El Alzheimer sacudió nuestra vida hace apenas un par de años. Las cosas empezaron con pequeños detalles. Llamarla por teléfono y que te contase varias veces la misma historia, o que de pronto un día nos avisaran de que había ido a comprar a la tienda del pueblo e iba vestida de una manera muy extraña. Nos comenzamos a preocupar y la invitamos a que se viniera una temporada con nosotros a Madrid. Mi madre se mudó algunas semanas con ella al pueblo y rápidamente se dio cuenta de que algo no iba bien. Las horas del día, las palabras, su edad, el nombre de mi abuelo… Mi abuela vivía ya con algunas lagunas importantes e incluso había llegado a olvidar a aquel hombre al que había adorado hasta su muerte. Ya no era posible que ella continuase con su vida en libertad en aquel pueblo, y nos costó muchísimo conseguir convencerla para que se viniera con nosotros.

Es terrible la manera que tiene esta maldita enfermedad de hacer mella en las personas. Se las lleva, aquí deja sus cuerpos y sus rostros dibujados en miedo, pero el resto lo roba poco a poco como ese pellizco que al principio apenas aprieta para ya después hacerte un daño insoportable. Mi abuela se comenzó a ir sin darse cuenta, con pequeñas cosas con las que ella podía continuar viviendo, llevando por dentro esa enfermedad que le hacía seguir adelante sin recordar algunos de los aspectos más importantes de su vida.

Con su llegada a nuestra casa las cosas no se pusieron mucho más fáciles.

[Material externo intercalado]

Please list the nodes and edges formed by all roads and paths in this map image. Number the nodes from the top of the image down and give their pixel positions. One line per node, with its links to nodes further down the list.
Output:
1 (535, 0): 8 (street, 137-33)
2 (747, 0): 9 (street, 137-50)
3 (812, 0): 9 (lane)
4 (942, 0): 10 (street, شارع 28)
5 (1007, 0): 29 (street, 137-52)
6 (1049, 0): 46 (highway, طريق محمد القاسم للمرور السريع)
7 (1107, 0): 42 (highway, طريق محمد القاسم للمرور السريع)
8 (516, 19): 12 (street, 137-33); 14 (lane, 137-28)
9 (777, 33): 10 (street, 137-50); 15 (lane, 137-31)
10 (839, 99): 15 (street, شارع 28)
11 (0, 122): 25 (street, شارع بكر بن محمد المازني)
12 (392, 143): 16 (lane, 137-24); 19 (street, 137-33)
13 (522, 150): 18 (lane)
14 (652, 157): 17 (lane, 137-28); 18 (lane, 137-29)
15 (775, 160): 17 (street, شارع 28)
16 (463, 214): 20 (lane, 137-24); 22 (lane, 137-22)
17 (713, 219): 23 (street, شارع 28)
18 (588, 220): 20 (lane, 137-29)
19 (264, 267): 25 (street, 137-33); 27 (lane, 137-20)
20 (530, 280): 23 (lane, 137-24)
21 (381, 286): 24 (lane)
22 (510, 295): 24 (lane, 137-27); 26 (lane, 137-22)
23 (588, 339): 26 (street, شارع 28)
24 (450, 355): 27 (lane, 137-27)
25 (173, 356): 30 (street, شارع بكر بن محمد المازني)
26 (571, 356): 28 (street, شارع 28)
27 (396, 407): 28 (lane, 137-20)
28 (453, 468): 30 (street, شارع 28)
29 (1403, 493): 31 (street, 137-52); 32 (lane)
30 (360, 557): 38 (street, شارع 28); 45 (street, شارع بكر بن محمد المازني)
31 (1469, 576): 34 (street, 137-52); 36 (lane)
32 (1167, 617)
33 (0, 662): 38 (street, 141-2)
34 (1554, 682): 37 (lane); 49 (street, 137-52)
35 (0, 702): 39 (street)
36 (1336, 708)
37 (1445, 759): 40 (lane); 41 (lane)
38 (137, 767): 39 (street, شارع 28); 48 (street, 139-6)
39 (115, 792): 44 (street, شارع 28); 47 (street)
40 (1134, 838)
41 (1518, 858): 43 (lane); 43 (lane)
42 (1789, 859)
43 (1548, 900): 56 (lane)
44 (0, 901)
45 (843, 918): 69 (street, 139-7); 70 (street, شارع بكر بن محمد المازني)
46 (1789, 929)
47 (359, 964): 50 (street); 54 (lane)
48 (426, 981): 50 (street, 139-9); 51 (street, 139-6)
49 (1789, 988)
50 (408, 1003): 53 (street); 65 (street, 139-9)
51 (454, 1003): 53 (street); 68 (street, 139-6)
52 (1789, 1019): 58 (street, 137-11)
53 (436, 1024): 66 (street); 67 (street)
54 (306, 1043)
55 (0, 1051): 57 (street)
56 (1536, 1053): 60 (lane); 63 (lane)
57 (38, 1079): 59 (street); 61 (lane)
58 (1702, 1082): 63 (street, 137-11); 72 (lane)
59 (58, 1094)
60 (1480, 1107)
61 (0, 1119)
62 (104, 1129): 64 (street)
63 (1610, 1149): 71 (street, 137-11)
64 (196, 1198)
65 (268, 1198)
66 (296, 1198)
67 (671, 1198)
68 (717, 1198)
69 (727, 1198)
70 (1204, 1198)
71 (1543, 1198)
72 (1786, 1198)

Tener a nuestro lado nos reconfortaba a todos, ella había rechistado durante algunos días pero al final había aceptado el cambio pensado en el tiempo de calidad que iba a pasar junto a sus queridas nietas. Cerramos la casa del pueblo y la escuchamos bromear sobre lo horrible que es la vida en una ciudad tan grande.

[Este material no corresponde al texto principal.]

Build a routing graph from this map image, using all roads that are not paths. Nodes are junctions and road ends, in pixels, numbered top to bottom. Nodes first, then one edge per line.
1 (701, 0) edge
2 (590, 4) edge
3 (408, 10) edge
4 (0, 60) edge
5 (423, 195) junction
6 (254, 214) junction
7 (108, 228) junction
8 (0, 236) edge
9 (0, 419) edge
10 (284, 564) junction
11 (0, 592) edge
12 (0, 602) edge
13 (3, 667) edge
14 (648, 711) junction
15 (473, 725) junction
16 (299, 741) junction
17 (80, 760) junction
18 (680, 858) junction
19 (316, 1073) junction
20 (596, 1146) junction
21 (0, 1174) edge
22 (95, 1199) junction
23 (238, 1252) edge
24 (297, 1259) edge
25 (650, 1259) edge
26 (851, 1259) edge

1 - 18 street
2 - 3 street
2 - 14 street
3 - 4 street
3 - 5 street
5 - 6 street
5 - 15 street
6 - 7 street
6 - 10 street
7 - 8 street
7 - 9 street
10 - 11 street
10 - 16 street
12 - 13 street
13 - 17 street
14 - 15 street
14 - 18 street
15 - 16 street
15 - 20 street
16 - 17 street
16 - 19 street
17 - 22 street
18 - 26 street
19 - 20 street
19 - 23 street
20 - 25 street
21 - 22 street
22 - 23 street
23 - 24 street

En pocos meses mi abuela pasó de tener pequeñas lagunas a depender de nuestras indicaciones para prácticamente todo. Dejó de confiar en su independencia y cada pequeño quehacer en casa le suponía un mar de dudas. Desde una ducha a lavarse los dientes o vestirse. Nos preguntaba y pedía ayuda viéndose de pronto como una niña que debe aprender de cero una y otra vez. Los que conocimos a mi abuela antes de todo esto somos los únicos conscientes de la sacudida que le dio la enfermedad. Ella, que siempre había vivido su vida de una manera prácticamente titánica. En un pueblo que en invierno se congelaba, cuidando de su casa, de sus animales, de su huerto, sin pedir nunca ayuda y sin depender de nadie. De pronto aquella mujer desaparecía y entre la desorientación y el miedo nos miraba esperando indicaciones, dependiente por completo de nosotros.

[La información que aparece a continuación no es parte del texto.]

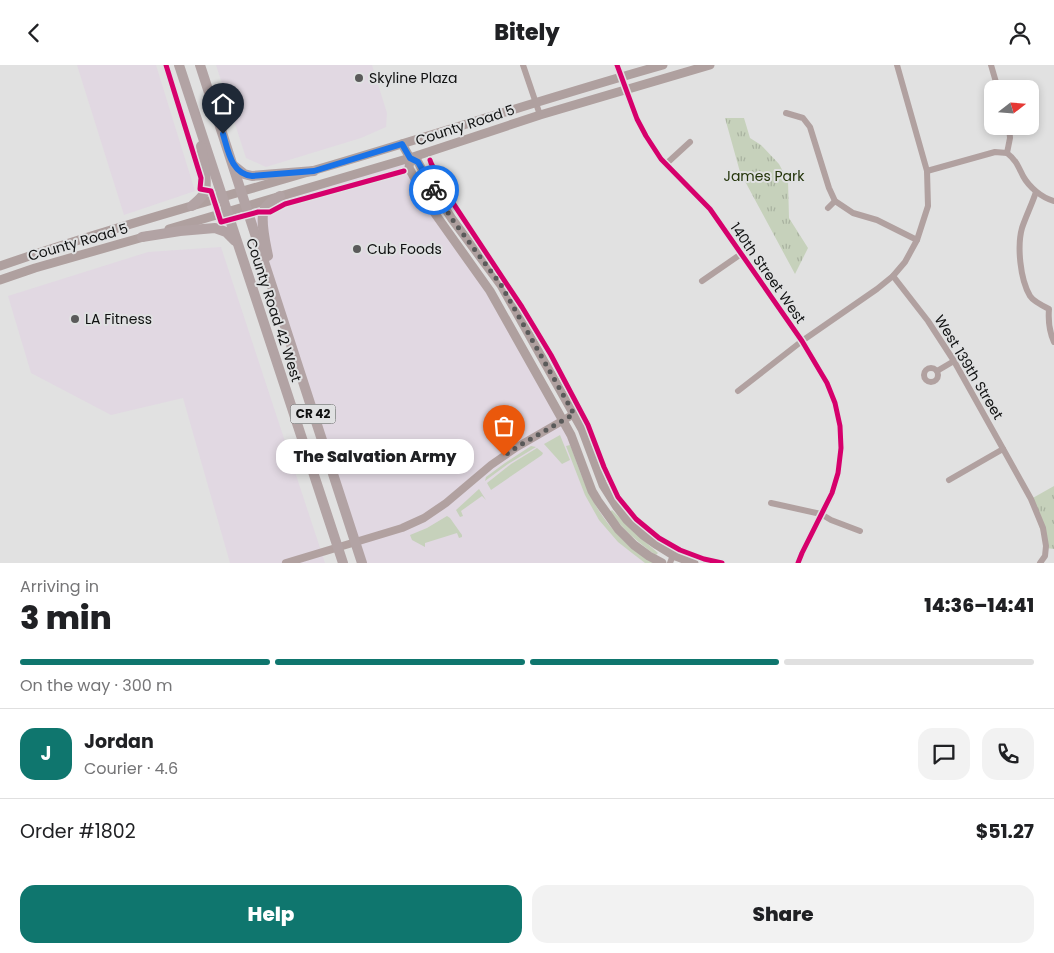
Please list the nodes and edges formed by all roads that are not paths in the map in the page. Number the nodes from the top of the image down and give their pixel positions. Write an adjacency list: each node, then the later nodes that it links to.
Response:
1 (179, 65): 15 (highway, County Road 42 West / CR 42)
2 (200, 65): 21 (highway, County Road 42 West / CR 42)
3 (523, 65): 12 (street)
4 (618, 65): 9 (street, 140th Street West)
5 (663, 65): 9 (main road, County Road 5)
6 (710, 65): 11 (main road, County Road 5)
7 (897, 65): 24 (street)
8 (991, 65): 10 (street)
9 (621, 77): 11 (street, 140th Street West); 12 (main road, County Road 5)
10 (995, 80)
11 (626, 89): 14 (main road, County Road 5); 22 (street, 140th Street West)
12 (536, 103): 14 (street); 18 (main road, County Road 5)
13 (786, 113): 29 (street)
14 (540, 115): 20 (main road, County Road 5)
15 (198, 121): 28 (highway, County Road 42 West / CR 42); 31 (highway)
16 (1010, 135): 19 (street)
17 (690, 142): 22 (street)
18 (402, 144): 20 (main road); 23 (main road, County Road 5)
19 (1007, 153): 24 (street); 26 (street)
20 (410, 158): 27 (main road, County Road 5); 50 (main road); 51 (main road)
21 (233, 164): 23 (highway); 25 (highway, County Road 42 West / CR 42)
22 (666, 164): 38 (street, 140th Street West)
23 (314, 171): 25 (main road, County Road 5)
24 (927, 171): 36 (street)
25 (242, 191): 28 (main road, County Road 5); 32 (highway, County Road 42 West / CR 42)
26 (1036, 192): 30 (street); 44 (street)
27 (280, 196): 32 (main road, County Road 5); 43 (highway)
28 (223, 197): 31 (main road, County Road 5); 34 (highway, County Road 42 West / CR 42)
29 (835, 201): 33 (street); 36 (street)
30 (1054, 201)
31 (192, 206): 39 (main road, County Road 5)
32 (246, 206): 34 (main road, County Road 5); 43 (highway, County Road 42 West / CR 42)
33 (828, 208)
34 (228, 212): 35 (main road, County Road 5); 37 (highway, County Road 42 West / CR 42)
35 (142, 237): 37 (highway); 41 (main road, County Road 5)
36 (917, 240): 40 (street)
37 (239, 247): 58 (highway, County Road 42 West / CR 42)
38 (741, 254): 42 (street); 45 (street, 140th Street West)
39 (0, 266)
40 (893, 276): 45 (street); 47 (street, West 139th Street)
41 (0, 280)
42 (702, 281)
43 (273, 287): 57 (highway, County Road 42 West / CR 42)
44 (1051, 309): 46 (street)
45 (802, 341): 49 (street, 140th Street West); 55 (street, 140th Street West)
46 (1054, 342)
47 (954, 361): 48 (street); 52 (street, West 139th Street)
48 (937, 371)
49 (738, 391)
50 (574, 414): 51 (street); 59 (main road)
51 (563, 421): 57 (street); 63 (main road)
52 (1003, 449): 53 (street); 66 (street, West 139th Street)
53 (949, 479)
54 (771, 503): 55 (street)
55 (821, 514): 56 (street); 65 (street, 140th Street West)
56 (860, 531)
57 (356, 543): 58 (street); 62 (highway, County Road 42 West / CR 42)
58 (338, 548): 60 (street); 61 (highway, County Road 42 West / CR 42)
59 (672, 559): 64 (main road)
60 (286, 563)
61 (343, 563)
62 (362, 563)
63 (662, 563)
64 (694, 563)
65 (798, 563)
66 (1040, 563)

Su rutina empezó a ser elemental para ella. De no hacerlo el miedo volvía e incluso lloraba pidiendo que alguien le explicase qué era lo que estaba pasando. Es duro, durísimo, ves como una persona de repente está pero sin ser, convirtiéndose en una persona que sabe que confía en ti pero que no entiende por qué siente ese pavor. Las salidas al médico o las escapadas que pudiéramos hacer le suponían un mundo, montarse en el coche conllevaba un interrogatorio extenso e incluso llegó a dejar de fiarse de mi padre, al que siempre había querido como a un hijo. ‘Ese señor, ese, ten cuidado que roba’ me dijo un día mientras mi padre terminaba de hacer la cena. Y llega el día en el que dejas de explicarle que no, porque de nada sirve lo que digas.

El Alzheimer es más que una enfermedad, es una forma de apagarse tremendamente dura. Una lacra que no solo afecta al paciente sino que se lleva los ánimos y las alegrías de todos los que están alrededor. Un mal que va más allá de lo físico, que hace que las personas borren por completo sus recuerdos para sumirlas en el vacío de algo que no son capaces de reconocer.

Amo a mi abuela, y la amaré hasta que yo también me vaya, la quiero a mi lado incluso ahora, cuando para ella soy una desconocida que se sienta a su lado a ver la novela. Al menos nos quedan esos momentos en los que regresa, aunque solo sea para decirme una vez más lo mucho que me quiere y que soy su nieta preferida.